The Visual Commentary on Scripture
A new way of encountering art and the Bible
The Visual Commentary on Scripture, TheVCS.org, is the first significant online project to introduce (or re-introduce) visitors to Biblical scripture in the company of art and artists.
Celebrated with a launch event in November 2018 at Tate Modern, chosen not only for its leading role in promoting modern and contemporary art but for its physical relationship to St Paul’s Cathedral located directly across the River Thames, TheVCS.org seeks to connect the worlds of art and religion as a one-of-a-kind resource for scholars, educators and interested readers looking for insightful, original explorations of art and the Bible.
Led by scholars at King’s College London and funded by the Visual Commentary on Scripture Foundation, the project organisers commissioned Cogapp to design and build this pioneering online destination for visual and intellectual engagement and contemplation.
The VCS is a carefully curated online exhibition space in which to learn and reflect.
Every element of the site’s design, visual language and interaction has been devised to gently guide the visitor through new reflections on art and the Bible; from explorations of familiar ideas and themes to potentially more challenging juxtapositions which might encourage readers to reconsider texts and images with fresh eyes.
The central concept of The VCS site structure is the Exhibition. Comprising a trinity of artworks, an original commentary on each and a comparative commentary of the collection as a group, the Exhibitions are the Visual Commentary on Scripture.
It was a useful metaphor, formed during the early stages of the project, to think of each online Exhibition as a physical room:
Imagine you walk through a doorway into a square gallery space.
In the centre of the room, on a table, is a passage of Biblical scripture.
You look around you at three artworks hung on the walls to your left, straight ahead, and to your right.
You see, at face value, the group as a whole.
You choose which artwork to take a closer a look at first.
You move closer. You reflect on the artwork and its commentary.
You move around the room, absorbing the other works and reading the author’s interpretations.
Then you move back towards the doorway and take a step back.
You now look upon the Exhibition with a deeper thought and understanding, and consider the meaning of the artworks as a group.
How do they deepen your interpretation of the Scripture?
How does your interpretation of the Bible passage transform your experience of the art?
This Exhibition metaphor was central to our decision-making, prioritisation and design direction. TheVCS.org needed to be contemplative, calming and credible.
Developing the identity
To develop a cohesive, meaningful and scalable visual identity, we explored the characteristics of The VCS with the team.
Using inspiration from spiritual surroundings and modern typography rooted in the Biblical tradition, we created a clean yet classic identity for The VCS. Read the full story behind the identity and graphic design for The VCS in Grant Cieciura’s post, here.
User testing and iteration
We focused the entire first phase of work (five months) on the architecture, design and build of the Exhibition template, testing the design with academics, clergy and art historians.

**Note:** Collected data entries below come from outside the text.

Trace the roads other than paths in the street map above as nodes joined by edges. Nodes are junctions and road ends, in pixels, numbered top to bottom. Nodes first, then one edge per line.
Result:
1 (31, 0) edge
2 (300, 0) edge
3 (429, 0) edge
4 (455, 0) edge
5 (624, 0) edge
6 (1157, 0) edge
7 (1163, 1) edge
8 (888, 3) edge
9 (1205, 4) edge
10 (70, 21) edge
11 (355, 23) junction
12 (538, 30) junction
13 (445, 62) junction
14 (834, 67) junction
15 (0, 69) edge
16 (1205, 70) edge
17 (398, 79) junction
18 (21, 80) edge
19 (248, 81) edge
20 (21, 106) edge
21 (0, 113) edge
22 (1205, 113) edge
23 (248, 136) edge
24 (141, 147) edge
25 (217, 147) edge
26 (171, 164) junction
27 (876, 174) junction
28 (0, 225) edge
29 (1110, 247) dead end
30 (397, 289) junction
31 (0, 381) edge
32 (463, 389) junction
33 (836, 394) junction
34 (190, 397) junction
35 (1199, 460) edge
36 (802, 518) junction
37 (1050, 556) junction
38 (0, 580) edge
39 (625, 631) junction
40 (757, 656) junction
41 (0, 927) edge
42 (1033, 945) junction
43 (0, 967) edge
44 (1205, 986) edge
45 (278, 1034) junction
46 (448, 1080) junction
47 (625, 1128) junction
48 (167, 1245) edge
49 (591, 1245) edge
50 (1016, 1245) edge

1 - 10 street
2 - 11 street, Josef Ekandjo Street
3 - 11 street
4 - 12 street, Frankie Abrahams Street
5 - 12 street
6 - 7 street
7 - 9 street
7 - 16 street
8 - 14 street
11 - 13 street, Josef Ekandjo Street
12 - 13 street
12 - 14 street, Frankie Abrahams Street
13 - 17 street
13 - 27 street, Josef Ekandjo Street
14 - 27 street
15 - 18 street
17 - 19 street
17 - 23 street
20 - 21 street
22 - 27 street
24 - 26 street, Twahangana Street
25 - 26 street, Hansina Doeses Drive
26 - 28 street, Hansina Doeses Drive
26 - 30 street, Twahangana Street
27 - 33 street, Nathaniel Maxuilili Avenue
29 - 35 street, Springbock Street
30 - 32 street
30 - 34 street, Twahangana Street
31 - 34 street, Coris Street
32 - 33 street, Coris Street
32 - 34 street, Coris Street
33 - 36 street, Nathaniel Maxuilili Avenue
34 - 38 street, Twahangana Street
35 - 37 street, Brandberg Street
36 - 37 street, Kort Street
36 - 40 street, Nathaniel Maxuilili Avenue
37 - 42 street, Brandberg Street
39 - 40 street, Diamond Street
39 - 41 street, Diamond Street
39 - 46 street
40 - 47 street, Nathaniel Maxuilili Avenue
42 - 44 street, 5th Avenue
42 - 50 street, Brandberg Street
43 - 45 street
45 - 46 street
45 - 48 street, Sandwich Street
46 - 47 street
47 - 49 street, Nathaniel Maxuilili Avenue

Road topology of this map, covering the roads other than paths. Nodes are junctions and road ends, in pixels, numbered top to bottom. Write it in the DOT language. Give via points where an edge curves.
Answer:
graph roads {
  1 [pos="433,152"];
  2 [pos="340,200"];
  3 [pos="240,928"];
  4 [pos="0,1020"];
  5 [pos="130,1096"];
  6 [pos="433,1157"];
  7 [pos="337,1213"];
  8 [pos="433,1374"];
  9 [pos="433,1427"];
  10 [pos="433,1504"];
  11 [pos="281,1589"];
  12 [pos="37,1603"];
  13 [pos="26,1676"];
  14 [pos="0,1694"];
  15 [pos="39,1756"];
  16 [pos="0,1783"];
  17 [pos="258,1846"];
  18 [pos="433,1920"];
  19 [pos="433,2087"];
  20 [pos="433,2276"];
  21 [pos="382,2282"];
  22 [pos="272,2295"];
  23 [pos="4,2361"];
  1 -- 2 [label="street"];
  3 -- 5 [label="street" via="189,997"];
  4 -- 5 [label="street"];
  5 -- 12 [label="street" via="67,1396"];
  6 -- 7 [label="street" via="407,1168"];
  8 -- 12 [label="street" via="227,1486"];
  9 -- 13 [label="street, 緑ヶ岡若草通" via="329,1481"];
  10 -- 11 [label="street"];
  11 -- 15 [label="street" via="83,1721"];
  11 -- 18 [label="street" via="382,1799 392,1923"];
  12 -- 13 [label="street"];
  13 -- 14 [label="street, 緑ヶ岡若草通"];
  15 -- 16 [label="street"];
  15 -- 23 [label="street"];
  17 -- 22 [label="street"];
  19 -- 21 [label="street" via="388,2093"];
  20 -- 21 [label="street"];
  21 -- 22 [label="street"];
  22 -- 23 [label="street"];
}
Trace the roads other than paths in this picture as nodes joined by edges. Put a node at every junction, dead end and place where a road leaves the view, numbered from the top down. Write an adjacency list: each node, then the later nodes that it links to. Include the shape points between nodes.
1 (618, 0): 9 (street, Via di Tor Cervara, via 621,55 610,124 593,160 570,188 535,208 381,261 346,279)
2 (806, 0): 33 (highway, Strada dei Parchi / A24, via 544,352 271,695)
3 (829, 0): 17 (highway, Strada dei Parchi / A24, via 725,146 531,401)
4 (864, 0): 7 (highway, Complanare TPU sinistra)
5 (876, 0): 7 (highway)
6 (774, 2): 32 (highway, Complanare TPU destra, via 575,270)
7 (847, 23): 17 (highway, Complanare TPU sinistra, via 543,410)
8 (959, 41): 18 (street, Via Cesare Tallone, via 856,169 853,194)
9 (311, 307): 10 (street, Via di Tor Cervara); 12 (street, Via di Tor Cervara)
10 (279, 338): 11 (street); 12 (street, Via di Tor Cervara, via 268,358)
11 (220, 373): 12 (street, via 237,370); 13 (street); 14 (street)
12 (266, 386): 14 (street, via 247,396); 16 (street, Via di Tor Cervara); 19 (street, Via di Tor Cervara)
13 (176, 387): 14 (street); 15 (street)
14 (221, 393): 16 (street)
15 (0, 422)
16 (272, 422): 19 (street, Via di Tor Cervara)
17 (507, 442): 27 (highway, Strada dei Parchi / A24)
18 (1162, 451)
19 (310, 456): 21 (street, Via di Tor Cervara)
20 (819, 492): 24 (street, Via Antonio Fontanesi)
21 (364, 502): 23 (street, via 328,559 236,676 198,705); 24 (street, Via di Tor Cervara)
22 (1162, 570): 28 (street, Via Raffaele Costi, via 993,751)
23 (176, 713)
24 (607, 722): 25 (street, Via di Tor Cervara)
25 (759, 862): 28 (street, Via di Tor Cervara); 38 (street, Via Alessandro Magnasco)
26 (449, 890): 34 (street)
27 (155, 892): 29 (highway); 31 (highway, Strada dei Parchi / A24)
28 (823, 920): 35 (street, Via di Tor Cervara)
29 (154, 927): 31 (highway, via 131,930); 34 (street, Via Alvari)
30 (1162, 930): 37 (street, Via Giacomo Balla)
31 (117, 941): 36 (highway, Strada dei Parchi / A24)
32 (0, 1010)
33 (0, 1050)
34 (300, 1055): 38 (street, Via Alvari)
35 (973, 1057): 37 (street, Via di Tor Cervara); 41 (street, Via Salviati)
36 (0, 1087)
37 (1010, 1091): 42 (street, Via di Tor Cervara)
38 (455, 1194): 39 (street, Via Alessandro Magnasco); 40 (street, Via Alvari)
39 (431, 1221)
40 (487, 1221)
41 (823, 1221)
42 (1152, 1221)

From March 2018 to launch in November, we iterated and refined the Exhibition, whilst building the scaffolding around it; the menus, listings, homepage and other ‘site furniture’, all the while keeping the Exhibition at the centre of our vision.
The website launch in November 2018 was the result of a year-long design and development project which ran alongside a mammoth content effort from leading academics, art historians and theologians; all commissioned and coordinated by The VCS team at King’s.
We worked closely with the team at King’s to develop a production workflow to track every stage of content development: commissioning authors; tracking draft statuses; copy-editing; artwork licensing; image storage; through to online publication.
This systematic approach helped to organise and maintain the high-quality levels needed for academic publishing.
TheVCS.org is built using Drupal 8 content management system. The Exhibition structure comprises just three content-type templates, with an additional two content types for the homepage and basic content page.
Keeping the number of content types down to this lean figure of five allowed us to focus attention on the detail of each template.
To deliver the immersive experience described in the Exhibition metaphor, we use a IIIF image viewer to allow for deep zooming into the artworks.
High-resolution JPEGs are uploaded to the CMS, which converts them automatically to PTIFFs. Stored on a dedicated AWS image server, the PTIFFs are served to the front-end to be viewed in an OpenSeadragon viewer.
Styled controls allow a user to zoom and drag the images, as well as pinch zoom on touch devices.
The responsive design allows the commentaries to be read with the artwork always in view, even on mobile.
Early user testing led us to prioritise this immersive element of the design. Author’s references to artwork details prompted readers to closely inspect the image, then return to the line they were reading in the commentary.
Early in 2019, we’re planning more user testing to gain further insight to inform the feature and usability enhancements for this year.
The VCS team are heroically commissioning, editing and publishing new Exhibitions at an impressive rate and we’re looking to improve the workflows and editing experience involved in that. New functionality will be introduced incrementally throughout 2019 and beyond.
We will continue to enhance the richness and accessibility of this wonderful content, and facilitate deep contemplation in a digital space.